▶ **Work instructions**
All records below are to be set down precisely as written, excluding pictures.

▶ **Human keypoint data**
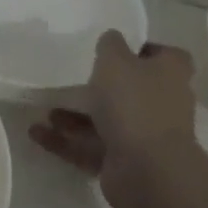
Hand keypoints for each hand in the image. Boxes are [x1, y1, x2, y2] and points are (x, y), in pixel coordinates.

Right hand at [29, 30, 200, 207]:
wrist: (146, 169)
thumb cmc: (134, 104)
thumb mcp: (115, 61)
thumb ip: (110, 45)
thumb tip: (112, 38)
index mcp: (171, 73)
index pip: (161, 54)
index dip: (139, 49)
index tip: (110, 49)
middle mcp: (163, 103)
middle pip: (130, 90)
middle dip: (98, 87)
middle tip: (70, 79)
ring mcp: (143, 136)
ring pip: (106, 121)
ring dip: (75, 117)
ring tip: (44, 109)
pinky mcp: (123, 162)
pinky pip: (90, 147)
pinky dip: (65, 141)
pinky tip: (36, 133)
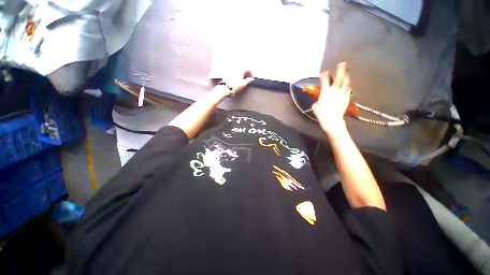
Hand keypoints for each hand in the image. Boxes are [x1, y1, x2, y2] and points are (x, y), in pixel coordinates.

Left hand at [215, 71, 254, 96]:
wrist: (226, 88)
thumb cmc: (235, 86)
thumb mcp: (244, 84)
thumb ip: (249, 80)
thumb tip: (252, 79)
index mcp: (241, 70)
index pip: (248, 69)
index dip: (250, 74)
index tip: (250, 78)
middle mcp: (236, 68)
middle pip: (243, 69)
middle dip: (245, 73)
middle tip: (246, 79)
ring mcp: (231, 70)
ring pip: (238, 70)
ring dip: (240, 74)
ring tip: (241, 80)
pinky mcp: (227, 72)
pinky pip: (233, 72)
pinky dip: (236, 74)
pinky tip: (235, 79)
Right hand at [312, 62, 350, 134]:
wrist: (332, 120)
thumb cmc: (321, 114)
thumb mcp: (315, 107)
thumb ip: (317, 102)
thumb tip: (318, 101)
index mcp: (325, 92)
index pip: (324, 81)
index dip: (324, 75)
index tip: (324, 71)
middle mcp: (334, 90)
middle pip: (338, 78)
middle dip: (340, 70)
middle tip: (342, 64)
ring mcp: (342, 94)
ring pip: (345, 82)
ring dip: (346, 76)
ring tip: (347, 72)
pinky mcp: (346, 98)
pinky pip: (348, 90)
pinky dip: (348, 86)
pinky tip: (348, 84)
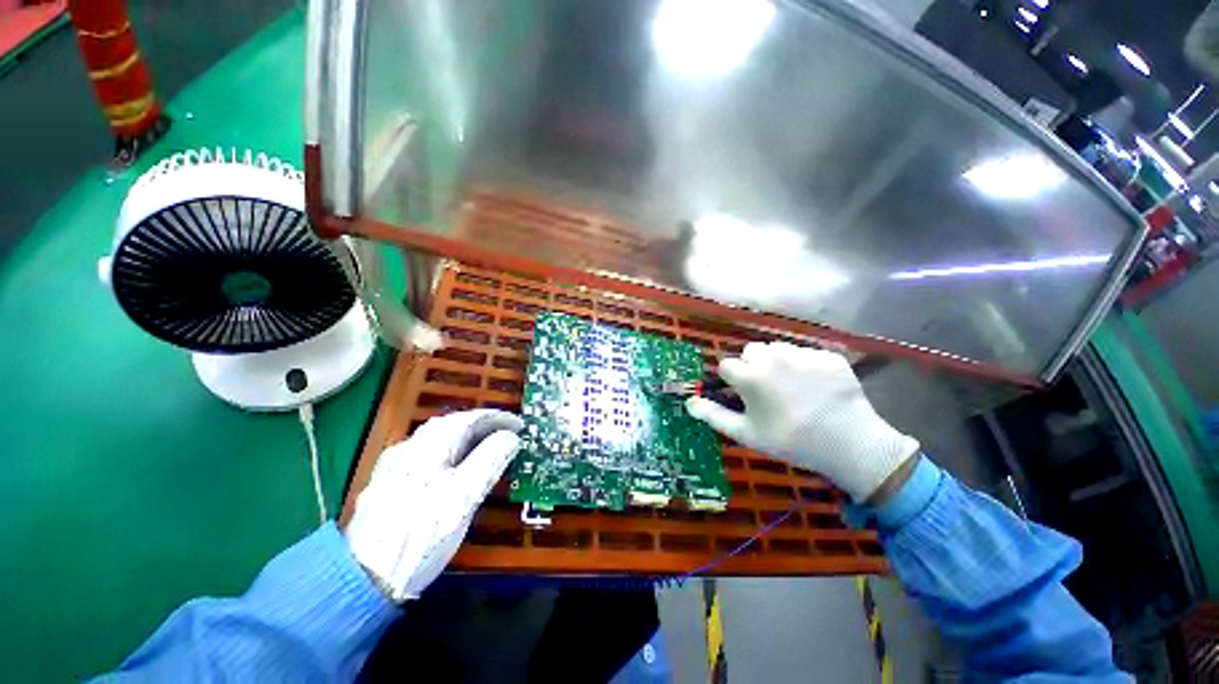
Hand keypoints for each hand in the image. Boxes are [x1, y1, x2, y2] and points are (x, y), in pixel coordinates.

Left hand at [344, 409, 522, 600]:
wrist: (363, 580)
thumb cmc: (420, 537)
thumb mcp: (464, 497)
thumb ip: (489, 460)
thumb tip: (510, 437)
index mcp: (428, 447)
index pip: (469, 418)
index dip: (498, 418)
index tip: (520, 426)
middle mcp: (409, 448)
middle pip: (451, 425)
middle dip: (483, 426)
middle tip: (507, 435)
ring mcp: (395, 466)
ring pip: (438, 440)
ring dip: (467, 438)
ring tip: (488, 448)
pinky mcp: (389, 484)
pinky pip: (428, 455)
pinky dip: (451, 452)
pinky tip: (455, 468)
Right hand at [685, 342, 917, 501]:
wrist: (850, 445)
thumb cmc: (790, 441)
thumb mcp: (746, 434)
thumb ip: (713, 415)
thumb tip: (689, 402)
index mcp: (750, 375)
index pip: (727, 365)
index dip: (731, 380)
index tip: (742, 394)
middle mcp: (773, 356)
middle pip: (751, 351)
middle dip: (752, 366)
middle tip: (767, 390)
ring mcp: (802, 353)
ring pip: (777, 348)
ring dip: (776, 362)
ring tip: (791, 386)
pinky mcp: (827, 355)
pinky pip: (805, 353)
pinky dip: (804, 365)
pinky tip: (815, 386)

▶ **Response to the task**
Hand keypoints for each hand in the image. Boxes are [x1, y1, x2, y2] and points are (x, y), in pixel coordinates.

Right hand at [29, 30, 200, 207]:
wrist: (146, 169)
thumb cmc: (134, 104)
thumb mcp: (115, 61)
thumb ip: (110, 45)
thumb tip: (112, 38)
index mcp: (171, 73)
index pip: (161, 54)
index dip: (139, 49)
index tip: (110, 49)
middle mcp: (163, 103)
middle pip: (130, 90)
middle dip: (98, 87)
middle tip: (70, 79)
ring mcp: (143, 136)
ring pip: (106, 121)
ring dip: (75, 117)
ring tip: (44, 109)
pinky mcp: (123, 162)
pinky pip: (90, 147)
pinky dip: (65, 141)
pinky tip: (36, 133)
Hand keypoints for each hand in the image. Boxes are [x1, y1, x2, y2] and points are (x, y), in pixel coordinates.

Left hand at [215, 71, 254, 96]:
wrist: (226, 88)
thumb cmc: (235, 86)
thumb mcp: (244, 84)
thumb ip: (249, 80)
thumb tip: (252, 79)
index mcp: (241, 70)
index pip: (248, 69)
index dip: (250, 74)
index tip: (250, 78)
middle mcp: (236, 68)
middle pip: (243, 69)
middle dip: (245, 73)
middle tip: (246, 79)
ring mcp: (231, 70)
ring pip: (238, 70)
ring dip: (240, 74)
ring tip: (241, 80)
pinky mcp: (227, 72)
pinky pip: (233, 72)
pinky dip: (236, 74)
pinky tip: (235, 79)
Right hand at [312, 62, 350, 134]:
wrist: (332, 120)
thumb cmc: (321, 114)
thumb mcp: (315, 107)
thumb ip: (317, 102)
thumb tip: (318, 101)
index mcp: (325, 92)
index pip: (324, 81)
index dip: (324, 75)
index tip: (324, 71)
middle mcp: (334, 90)
middle pip: (338, 78)
middle dip: (340, 70)
middle tip: (342, 64)
ring mcp: (342, 94)
ring pip: (345, 82)
ring dip: (346, 76)
ring tip: (347, 72)
pinky mcp: (346, 98)
pinky pip: (348, 90)
pinky dip: (348, 86)
pinky tip: (348, 84)
Hand keypoints for each hand in the image. Boxes are [x1, y1, x2, y2] and points are (x, y), in pixel coordinates.

Left hand at [344, 409, 522, 600]:
wrist: (363, 580)
thumb cmc: (420, 537)
thumb mcp: (464, 497)
thumb ip: (489, 460)
thumb tip: (510, 437)
index mcp: (428, 447)
index pip: (469, 418)
index dip: (498, 418)
index tip: (520, 426)
middle mcp: (409, 448)
middle pip: (451, 425)
middle dip: (483, 426)
middle tip: (507, 435)
ring mcp: (395, 466)
ring pip: (438, 440)
ring dip: (467, 438)
ring tip: (488, 448)
pinky mcp: (389, 484)
pinky pip: (428, 455)
pinky dip: (451, 452)
pinky tip: (455, 468)
Right hand at [685, 342, 917, 501]:
wrist: (850, 445)
thumb cmc: (790, 441)
thumb mcp: (746, 434)
thumb ip: (713, 415)
thumb tip: (689, 402)
index mcp: (750, 375)
index pip: (727, 365)
index dip: (731, 380)
index tip: (742, 394)
middle mcp: (773, 356)
middle pip: (751, 351)
middle dip: (752, 366)
middle tip: (767, 390)
ring mcp: (802, 353)
ring pip: (777, 348)
ring dip: (776, 362)
ring tip: (791, 386)
pinky mcp: (827, 355)
pinky pip: (805, 353)
pinky dip: (804, 365)
pinky tip: (815, 386)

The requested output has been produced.